Американец Толстой говорит о ***: «Кажется, он довольно смугл и черноволос, а в сравнении с душою его, он покажется блондинкою». Однажды в Английском клубе сидел перед ним барин с красно-сизым и цветущим носом. Толстой смотрел на него с сочувствием и почтением; но, видя, что во все продолжение обеда барин пьет одну чистую воду, Толстой вознегодовал и говорит: «Да это самозванец. Как смеет он носить на лице своем признаки им не заслуженные?»

Г-жа Б. не любила, когда спрашивали ее о здоровье. «Уж увольте меня от этих вопросов, — отвечала она, — у меня на это есть доктор, который ездит ко мне и которому плачу 600 р. в год».

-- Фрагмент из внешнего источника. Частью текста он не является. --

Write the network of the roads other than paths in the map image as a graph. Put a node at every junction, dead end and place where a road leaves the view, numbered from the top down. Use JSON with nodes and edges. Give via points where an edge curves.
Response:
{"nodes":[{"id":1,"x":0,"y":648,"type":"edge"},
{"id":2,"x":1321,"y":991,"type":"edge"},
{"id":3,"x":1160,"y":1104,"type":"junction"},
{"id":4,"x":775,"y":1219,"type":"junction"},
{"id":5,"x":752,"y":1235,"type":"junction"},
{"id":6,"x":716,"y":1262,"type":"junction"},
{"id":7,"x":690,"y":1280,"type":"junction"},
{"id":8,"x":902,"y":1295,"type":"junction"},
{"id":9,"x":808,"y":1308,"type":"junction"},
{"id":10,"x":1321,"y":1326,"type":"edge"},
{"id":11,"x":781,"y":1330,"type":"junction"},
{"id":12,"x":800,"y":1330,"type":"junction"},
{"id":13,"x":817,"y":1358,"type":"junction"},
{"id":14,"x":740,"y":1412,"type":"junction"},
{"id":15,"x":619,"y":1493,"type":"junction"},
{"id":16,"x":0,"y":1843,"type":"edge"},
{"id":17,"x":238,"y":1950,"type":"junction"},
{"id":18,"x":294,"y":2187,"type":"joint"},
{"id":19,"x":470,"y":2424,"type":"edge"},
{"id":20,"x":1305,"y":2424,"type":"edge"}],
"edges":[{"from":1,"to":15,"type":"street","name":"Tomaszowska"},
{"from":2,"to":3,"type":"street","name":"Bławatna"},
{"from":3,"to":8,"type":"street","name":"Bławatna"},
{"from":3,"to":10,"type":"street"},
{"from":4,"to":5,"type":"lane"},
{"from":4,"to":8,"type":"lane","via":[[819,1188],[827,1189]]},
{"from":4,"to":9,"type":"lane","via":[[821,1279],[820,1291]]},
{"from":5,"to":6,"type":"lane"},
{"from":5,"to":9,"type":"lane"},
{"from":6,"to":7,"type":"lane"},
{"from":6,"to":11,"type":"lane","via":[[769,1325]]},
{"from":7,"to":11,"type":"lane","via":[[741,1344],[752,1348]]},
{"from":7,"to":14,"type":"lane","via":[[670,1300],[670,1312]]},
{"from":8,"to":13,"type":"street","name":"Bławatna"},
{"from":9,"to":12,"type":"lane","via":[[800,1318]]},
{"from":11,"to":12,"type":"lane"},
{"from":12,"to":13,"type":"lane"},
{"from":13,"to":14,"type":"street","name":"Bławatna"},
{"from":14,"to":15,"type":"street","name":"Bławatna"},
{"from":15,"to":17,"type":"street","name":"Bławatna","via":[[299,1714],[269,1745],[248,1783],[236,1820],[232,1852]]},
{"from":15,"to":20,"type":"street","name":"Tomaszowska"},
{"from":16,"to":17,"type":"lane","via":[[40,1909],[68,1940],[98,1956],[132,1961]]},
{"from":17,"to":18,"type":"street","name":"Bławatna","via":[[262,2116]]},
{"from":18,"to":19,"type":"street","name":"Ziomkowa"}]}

Чудак, но умный и образованный чудак, Балк-Полев был министром нашим при бразильском дворе. Он рассердился на сапожника своего, который подал ему несообразный счет. Вслед за тем просил он аудиенции у императора, явился к нему, изложил свою жалобу и хотел вручить императору счет сапожника для рассмотрения. Счет, разумеется, не был принят. Тогда раздосадованный Балк швырнул императору счет в ноги и вышел из кабинета. Вскоре за тем был он отозван и уволен в отставку. Вот что можно назвать приключением à propos de bottes[1]. Он был очень горяч с прислугою своею и доходил с ней до рукоприкладства. Однажды на бале его в Москве у Григория Корсакова пошла кровь из носу. Он отправился в буфет, чтобы омыться. Один из прислуги сказал ему: «Что это с вами? Или и вас барин приколотил?»

Англичане роман рассказывают, французы сочиняют его; многие из русских словно переводят роман с какого-нибудь неизвестного языка, которым говорит неведомое общество. Гумбольдт (разумеется, шутя) рассказывает, что в американских лесах встречаются вековые попугаи, которые повторяют слова из наречий давно исчезнувшего с лица земли племени. Читая иные русские романы, так и сдается, что они писаны со слов этих попугаев.

Выражение квасной патриотизм шутя пущено было в ход и удержалось. В этом патриотизме нет большой беды. Но есть и сивушный патриотизм; этот пагубен: упаси Боже от него! Он помрачает рассудок, ожесточает сердце, ведет к запою, а запой ведет к белой горячке. Есть сивуха политическая и литературная, есть и белая горячка политическая и литературная.

Примечания

править
  1. Игра на двойном смысле фразы: из-за сапог — из-за пустяков.